Iain David McGeachy, known professionally as John Martyn, was a British singer-songwriter and guitarist. Over a 40-year career, he released 22 studio albums, received frequent critical acclaim; the Times described him as "an electrifying guitarist and singer whose music blurred the boundaries between folk, jazz and blues". Martyn began his career at age 17 as a key member of the British folk music scene, drawing inspiration from American blues and English traditional music, signed with Island Records. By the 1970s he had begun incorporating jazz and rock into his sound on albums such as Solid Air and One World, as well as experimenting with guitar effects and tape delay machines such as Echoplex, he struggled with substance abuse and domestic problems throughout the 1970s and 1980s, though continued to release albums while collaborating with figures such as Phil Collins and Lee "Scratch" Perry. He remained active until his death in 2009. Martyn was born in Beechcroft Avenue, New Malden, England, to a Belgian Jewish mother and a Scottish father.

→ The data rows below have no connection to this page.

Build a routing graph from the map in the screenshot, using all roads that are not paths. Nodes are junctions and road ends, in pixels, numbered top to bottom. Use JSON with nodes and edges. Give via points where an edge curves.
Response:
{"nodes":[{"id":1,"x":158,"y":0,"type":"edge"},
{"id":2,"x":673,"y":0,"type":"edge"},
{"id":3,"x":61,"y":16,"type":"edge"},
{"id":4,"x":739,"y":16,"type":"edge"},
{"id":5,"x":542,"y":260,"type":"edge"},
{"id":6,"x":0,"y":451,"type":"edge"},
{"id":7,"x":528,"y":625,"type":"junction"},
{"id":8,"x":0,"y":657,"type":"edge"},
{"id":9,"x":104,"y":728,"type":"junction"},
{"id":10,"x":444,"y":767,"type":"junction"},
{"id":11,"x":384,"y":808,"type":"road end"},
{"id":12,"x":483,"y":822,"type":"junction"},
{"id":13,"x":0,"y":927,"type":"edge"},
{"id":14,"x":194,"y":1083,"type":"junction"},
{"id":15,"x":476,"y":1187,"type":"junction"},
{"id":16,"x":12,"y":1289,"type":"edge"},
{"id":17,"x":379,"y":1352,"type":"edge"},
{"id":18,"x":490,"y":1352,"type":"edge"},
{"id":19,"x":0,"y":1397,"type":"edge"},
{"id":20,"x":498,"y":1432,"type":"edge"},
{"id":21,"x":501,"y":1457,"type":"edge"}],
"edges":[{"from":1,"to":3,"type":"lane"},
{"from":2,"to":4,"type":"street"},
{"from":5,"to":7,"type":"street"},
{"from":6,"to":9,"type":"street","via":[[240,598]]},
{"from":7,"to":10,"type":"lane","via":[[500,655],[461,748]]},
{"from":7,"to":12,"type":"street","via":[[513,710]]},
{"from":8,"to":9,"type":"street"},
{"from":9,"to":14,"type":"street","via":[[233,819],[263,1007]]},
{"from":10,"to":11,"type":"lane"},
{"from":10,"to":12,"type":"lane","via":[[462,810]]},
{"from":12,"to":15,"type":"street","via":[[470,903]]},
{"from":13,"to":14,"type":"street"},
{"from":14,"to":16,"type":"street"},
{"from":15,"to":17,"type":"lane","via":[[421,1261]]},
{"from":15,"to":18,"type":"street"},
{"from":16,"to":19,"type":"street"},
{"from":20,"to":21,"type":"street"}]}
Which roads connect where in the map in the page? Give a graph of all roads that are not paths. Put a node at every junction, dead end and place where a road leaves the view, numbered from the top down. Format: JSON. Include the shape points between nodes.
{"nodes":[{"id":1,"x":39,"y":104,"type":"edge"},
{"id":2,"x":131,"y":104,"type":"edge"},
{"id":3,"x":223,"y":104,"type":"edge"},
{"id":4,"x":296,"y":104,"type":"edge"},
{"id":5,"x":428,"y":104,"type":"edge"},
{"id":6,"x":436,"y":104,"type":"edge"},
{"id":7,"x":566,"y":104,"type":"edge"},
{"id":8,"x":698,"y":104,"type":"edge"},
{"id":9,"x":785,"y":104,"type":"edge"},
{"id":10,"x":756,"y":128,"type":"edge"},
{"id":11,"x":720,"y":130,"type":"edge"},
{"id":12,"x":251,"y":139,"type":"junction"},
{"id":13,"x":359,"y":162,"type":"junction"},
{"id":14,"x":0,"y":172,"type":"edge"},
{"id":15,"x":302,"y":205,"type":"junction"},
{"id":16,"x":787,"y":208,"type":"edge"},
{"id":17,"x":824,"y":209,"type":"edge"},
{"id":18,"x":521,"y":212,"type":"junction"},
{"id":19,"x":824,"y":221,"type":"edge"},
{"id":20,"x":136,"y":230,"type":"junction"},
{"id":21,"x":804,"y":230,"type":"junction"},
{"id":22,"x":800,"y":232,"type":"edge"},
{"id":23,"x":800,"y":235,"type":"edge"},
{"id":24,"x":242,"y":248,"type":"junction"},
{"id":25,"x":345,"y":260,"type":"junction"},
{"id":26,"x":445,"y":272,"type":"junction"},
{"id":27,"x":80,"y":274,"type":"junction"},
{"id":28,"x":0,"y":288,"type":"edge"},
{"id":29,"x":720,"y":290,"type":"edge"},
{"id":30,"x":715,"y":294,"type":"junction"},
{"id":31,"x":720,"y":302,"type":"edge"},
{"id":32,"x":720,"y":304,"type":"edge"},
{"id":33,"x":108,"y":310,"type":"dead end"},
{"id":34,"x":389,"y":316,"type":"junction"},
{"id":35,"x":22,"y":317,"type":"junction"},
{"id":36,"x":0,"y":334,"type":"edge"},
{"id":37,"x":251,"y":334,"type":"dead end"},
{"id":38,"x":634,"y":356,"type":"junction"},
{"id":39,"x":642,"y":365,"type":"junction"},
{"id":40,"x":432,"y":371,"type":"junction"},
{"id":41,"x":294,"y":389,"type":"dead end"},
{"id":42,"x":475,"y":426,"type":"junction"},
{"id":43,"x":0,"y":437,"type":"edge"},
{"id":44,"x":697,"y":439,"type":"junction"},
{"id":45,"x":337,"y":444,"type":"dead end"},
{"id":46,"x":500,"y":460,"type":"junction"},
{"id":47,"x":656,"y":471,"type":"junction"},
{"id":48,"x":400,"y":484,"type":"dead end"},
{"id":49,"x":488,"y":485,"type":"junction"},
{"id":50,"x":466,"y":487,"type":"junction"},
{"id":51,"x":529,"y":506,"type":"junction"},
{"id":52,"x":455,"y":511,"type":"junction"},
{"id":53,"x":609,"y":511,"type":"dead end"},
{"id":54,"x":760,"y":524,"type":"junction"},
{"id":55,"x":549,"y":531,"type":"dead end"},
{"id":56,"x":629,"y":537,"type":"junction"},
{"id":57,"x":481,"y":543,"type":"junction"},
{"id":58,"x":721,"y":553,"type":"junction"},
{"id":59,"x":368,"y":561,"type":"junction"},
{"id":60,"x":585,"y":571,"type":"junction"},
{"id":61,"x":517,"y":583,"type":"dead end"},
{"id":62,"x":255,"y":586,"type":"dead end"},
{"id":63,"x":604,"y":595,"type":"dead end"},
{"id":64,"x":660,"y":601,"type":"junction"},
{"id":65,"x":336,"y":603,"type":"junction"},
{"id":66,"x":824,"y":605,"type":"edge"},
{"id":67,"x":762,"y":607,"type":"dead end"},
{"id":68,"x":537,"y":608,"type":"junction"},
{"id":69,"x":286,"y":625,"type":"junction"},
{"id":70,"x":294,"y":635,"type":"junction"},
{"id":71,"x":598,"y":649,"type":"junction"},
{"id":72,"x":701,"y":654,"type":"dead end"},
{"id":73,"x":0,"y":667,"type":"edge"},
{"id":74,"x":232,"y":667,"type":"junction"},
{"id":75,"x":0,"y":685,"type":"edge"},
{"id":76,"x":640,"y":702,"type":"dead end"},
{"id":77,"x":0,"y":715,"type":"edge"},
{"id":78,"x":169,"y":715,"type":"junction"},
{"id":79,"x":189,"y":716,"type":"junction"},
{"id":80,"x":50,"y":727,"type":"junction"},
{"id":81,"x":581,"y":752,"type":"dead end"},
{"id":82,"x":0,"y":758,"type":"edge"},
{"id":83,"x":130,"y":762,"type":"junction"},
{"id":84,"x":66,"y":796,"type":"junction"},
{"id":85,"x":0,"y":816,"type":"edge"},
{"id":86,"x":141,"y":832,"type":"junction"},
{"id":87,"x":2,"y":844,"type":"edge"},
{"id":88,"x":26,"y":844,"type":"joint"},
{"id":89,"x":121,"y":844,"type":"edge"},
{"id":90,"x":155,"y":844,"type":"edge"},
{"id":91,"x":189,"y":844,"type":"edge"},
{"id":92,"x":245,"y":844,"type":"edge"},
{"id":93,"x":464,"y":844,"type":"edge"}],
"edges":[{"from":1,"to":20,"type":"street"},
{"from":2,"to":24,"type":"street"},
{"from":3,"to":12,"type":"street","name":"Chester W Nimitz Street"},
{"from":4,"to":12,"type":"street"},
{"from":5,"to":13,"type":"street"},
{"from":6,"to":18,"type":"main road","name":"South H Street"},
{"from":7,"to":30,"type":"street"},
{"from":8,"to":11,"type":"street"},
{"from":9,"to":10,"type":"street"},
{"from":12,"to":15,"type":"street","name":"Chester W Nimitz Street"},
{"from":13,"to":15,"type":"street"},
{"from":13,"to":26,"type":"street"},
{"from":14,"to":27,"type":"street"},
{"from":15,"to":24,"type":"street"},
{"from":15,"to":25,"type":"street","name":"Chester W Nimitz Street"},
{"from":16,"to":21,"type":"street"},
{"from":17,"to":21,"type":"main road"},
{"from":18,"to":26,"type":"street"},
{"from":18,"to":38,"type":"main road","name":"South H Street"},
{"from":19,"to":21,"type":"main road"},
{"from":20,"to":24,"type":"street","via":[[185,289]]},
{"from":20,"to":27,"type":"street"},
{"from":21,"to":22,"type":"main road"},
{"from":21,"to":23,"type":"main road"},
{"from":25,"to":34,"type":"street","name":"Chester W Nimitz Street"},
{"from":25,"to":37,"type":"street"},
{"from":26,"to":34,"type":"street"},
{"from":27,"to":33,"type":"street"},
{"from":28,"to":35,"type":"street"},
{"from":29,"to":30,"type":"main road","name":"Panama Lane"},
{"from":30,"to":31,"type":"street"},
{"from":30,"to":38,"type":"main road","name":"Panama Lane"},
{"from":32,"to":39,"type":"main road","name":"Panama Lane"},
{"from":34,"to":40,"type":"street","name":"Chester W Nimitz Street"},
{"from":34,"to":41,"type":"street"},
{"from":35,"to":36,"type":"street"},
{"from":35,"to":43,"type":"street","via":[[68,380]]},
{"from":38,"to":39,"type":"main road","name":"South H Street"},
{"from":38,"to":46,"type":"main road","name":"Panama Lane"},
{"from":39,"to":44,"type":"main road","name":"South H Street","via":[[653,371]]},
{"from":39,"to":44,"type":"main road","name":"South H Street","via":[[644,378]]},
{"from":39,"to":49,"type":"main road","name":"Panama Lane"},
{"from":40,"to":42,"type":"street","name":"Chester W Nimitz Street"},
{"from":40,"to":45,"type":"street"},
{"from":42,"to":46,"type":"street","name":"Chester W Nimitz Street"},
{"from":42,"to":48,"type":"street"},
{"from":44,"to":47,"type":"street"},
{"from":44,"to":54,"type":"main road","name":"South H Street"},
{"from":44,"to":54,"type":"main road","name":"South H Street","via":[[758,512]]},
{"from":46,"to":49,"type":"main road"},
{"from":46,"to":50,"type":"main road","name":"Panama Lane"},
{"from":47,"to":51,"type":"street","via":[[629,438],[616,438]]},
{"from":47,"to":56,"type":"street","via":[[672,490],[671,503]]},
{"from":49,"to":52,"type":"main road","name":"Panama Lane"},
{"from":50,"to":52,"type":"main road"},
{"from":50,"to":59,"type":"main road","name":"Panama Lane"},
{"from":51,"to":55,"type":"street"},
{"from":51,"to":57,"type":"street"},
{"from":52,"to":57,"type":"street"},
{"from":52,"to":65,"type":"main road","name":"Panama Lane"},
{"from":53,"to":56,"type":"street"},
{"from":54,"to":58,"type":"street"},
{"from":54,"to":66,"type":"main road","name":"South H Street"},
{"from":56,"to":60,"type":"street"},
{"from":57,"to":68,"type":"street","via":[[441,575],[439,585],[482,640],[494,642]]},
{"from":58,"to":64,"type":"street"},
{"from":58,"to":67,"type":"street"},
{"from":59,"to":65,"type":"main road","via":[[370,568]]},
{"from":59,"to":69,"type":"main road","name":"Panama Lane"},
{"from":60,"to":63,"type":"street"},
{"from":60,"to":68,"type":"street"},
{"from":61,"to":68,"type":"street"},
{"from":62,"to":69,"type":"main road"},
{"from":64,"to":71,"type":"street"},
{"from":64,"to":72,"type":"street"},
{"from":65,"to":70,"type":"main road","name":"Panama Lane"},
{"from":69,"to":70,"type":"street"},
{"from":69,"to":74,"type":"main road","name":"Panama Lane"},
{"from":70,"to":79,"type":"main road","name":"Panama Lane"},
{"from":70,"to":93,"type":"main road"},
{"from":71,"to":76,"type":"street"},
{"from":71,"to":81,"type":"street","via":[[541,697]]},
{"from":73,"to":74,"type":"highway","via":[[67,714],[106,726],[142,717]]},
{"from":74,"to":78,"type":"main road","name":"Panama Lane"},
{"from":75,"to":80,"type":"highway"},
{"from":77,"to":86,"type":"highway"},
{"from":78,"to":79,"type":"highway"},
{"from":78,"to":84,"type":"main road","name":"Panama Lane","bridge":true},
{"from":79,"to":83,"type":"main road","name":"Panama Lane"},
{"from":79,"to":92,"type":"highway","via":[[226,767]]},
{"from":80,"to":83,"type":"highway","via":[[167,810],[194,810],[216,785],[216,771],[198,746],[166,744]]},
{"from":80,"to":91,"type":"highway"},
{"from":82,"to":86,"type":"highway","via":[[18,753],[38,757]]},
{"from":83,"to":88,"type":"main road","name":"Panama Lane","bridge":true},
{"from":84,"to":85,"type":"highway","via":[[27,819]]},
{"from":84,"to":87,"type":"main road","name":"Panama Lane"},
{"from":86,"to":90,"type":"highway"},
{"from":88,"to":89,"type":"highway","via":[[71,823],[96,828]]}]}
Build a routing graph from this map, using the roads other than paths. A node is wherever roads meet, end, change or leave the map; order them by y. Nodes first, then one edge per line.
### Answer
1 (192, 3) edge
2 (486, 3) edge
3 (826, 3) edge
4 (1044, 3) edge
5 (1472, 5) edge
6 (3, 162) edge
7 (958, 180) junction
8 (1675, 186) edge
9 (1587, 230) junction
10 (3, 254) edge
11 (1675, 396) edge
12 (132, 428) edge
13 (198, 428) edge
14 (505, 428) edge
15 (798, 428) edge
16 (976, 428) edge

His parents, both opera singers, divorced when he was five and he spent his childhood alternating between Scotland and England. Much of this time was spent in the care of his grandmother, as well as on his mother's houseboat, he attended Shawlands Academy in Glasgow. At school, he was a keen rugby player. On leaving school he left to pursue his musical aspirations. Mentored by Hamish Imlach, Martyn began his professional musical career when he was 17, playing a fusion of blues and folk resulting in a distinctive style which made him a key figure in the British folk scene during the mid-1960s, he signed to Chris Blackwell's Island Records in 1967 and released his first album, London Conversation, the same year. This first album was soon followed by The Tumbler, moving towards jazz. By 1970 Martyn had developed a wholly original and idiosyncratic sound: acoustic guitar run through a fuzzbox, phase shifter and Echoplex; this sound was first apparent on Stormbringer! in 1970, written and performed by Martyn and his then-wife Beverley, who had recorded solo as Beverley Kutner.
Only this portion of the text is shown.